In [1]:
%matplotlib notebook


In [2]:
# Import python modules
import numpy as np
import geopandas as gpd
import pandas as pd
from shapely.geometry import Point, LineString, MultiPoint, Polygon
from sklearn.gaussian_process.kernels import Matern
from shapely.wkt import loads
from scipy.spatial.ckdtree import cKDTree
import matplotlib.pyplot as plt
import netCDF4
import h5py
import gc, sys, os
sys.path.append("../scripts")
import spatial_functions
import aem_utils
import netcdf_utils
import modelling_utils
import plotting_functions as plots
import warnings
import numpy.ma as ma
warnings.filterwarnings('ignore')

Import borehole and AEM data


In [4]:
# The actual inversoin data are stored on disk as netcdf files. NetCDF is an efficient format for storing 
# self-describing containerised data. 
# The implementation of netcdf for AEM line data was done by Alex Ip using his geophys_utils package.
# https://github.com/GeoscienceAustralia/geophys_utils/tree/master/geophys_utils

# Define path to the netcdf file
infile = r"C:\Users\PCUser\Desktop\AEM\LCI\SouthernStuart_WB_MGA53.nc"

# Create an instance
lci = aem_utils.AEM_inversion(name = 'Laterally Contrained Inversion (LCI)',
                              inversion_type = 'deterministic',
                              netcdf_dataset = netCDF4.Dataset(infile))

# As these inversions have already been gridded we will add these raster datasets to the instance using the
# load_lci_layer_grid() function. This function belongs to the AEM_inversion class.

# Directory in which the grids are located
infile = r"C:\Users\PCUser\Desktop\AEM\LCI\grids\SSC_LCI_layer_grids.p"

# Run function
#lci.load_lci_layer_grids_from_pickle(infile)
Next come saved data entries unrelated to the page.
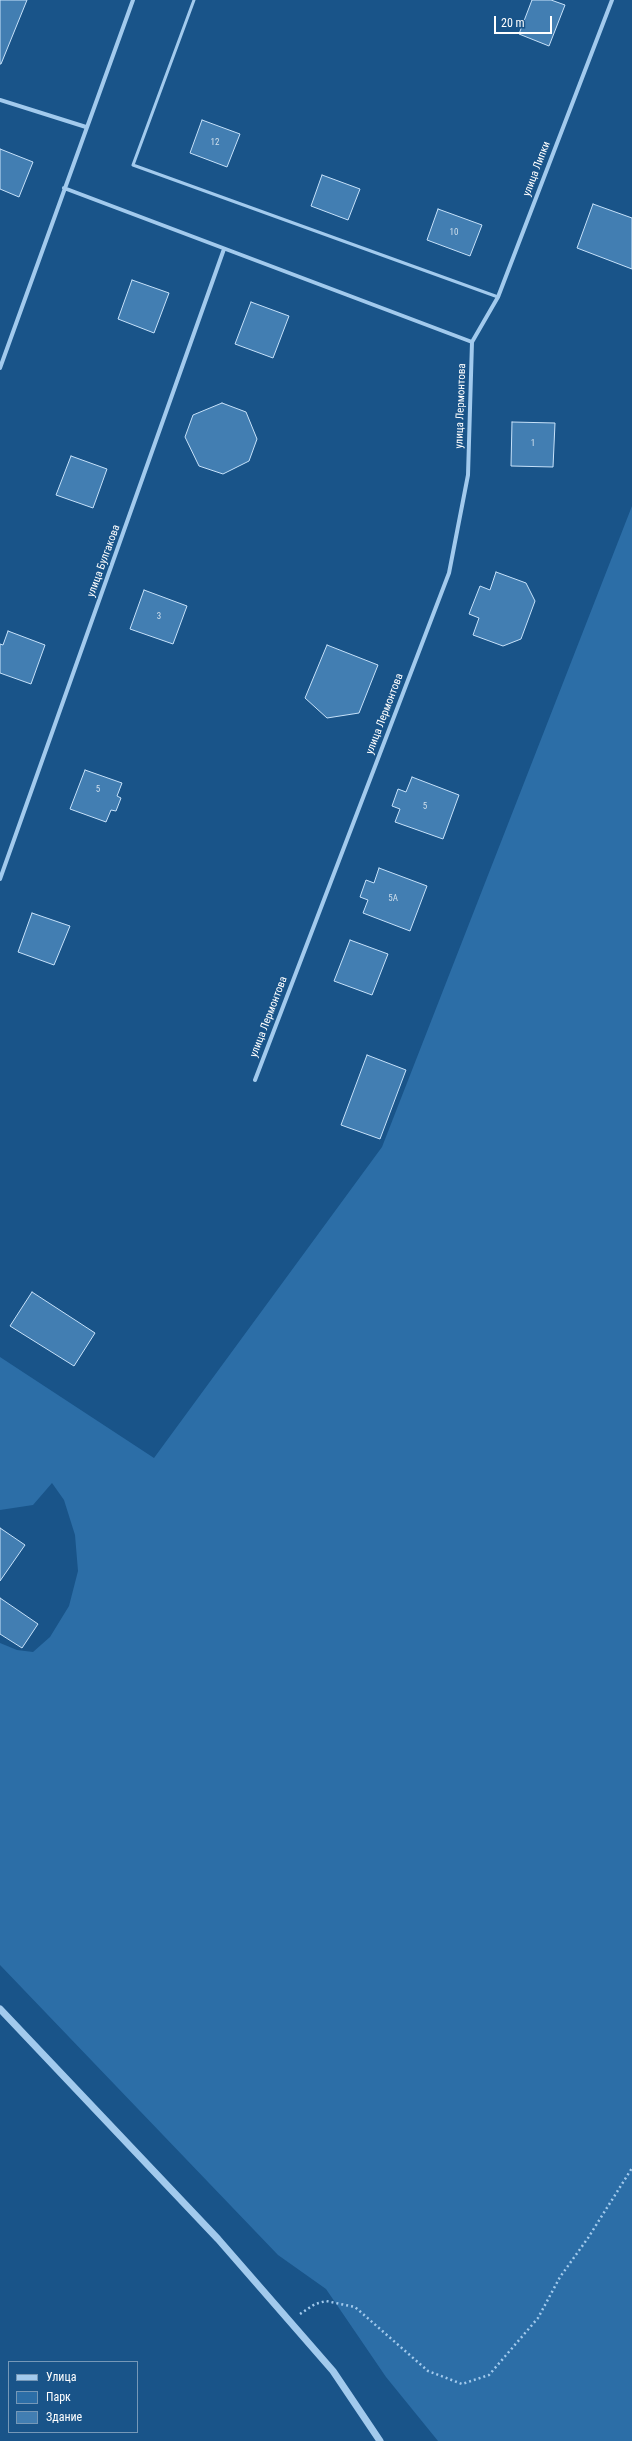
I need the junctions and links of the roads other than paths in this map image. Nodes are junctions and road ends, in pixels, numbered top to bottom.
1 (133, 0) edge
2 (194, 0) edge
3 (612, 0) edge
4 (0, 100) edge
5 (86, 127) junction
6 (64, 188) junction
7 (224, 249) junction
8 (498, 297) junction
9 (472, 342) junction
10 (0, 368) edge
11 (0, 879) edge
12 (255, 1080) dead end
13 (0, 2009) edge
14 (380, 2441) edge

1 - 5 street
2 - 8 lane
3 - 8 street, улица Липки
4 - 5 street
5 - 6 street
6 - 7 street
6 - 10 street
7 - 9 street
7 - 11 street, улица Булгакова
8 - 9 street, улица Липки
9 - 12 street, улица Лермонтова
13 - 14 street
Let examine the results of this process. The inversion data is stored as an attribute of the inversion
class lci. It can be accessed by running the 'lci.data' command.


Create an instance of the garjmcmctdem inversion and probe the results using the same syntax as above.

Here we examine some of the attributes of the rj class

In [7]:
# Now we have the lines we can grid the lci conductivity data onto vertical grids (known as sections)
# this is the easiest way to visualise the AEM conuctivity in 2-dimensions

# Assign the lci variables to grid
grid_vars = ['conductivity', 'data_residual', 'depth_of_investigation']

# Define the resolution of the sections
xres, yres = 100., 5.

# We will use the lines from the rj

lines = np.unique(rj.data['line'][:].astype('int'))

#lines = [100201]

# Define the output directory if saving the grids as hdf plots

hdf5_dir = r"C:\temp\SSC_hdf5"

# if the directory doesn't exist, then create it
if not os.path.exists(hdf5_dir):
    os.mkdir(hdf5_dir)  

# Gridding takes a few minutes so I pre-gridded them for you. The lci.grid_sections()
# function below will do the gridding for you. Instead we will use the load_sectoin_from_file()
# function, which loads hdf5 files produced using the grid_sections() function


#lci.grid_sections(variables = grid_vars, lines = lines, xres = xres, yres = yres,
#                  return_interpolated = True, save_hdf5 = True, hdf5_dir = hdf5_dir)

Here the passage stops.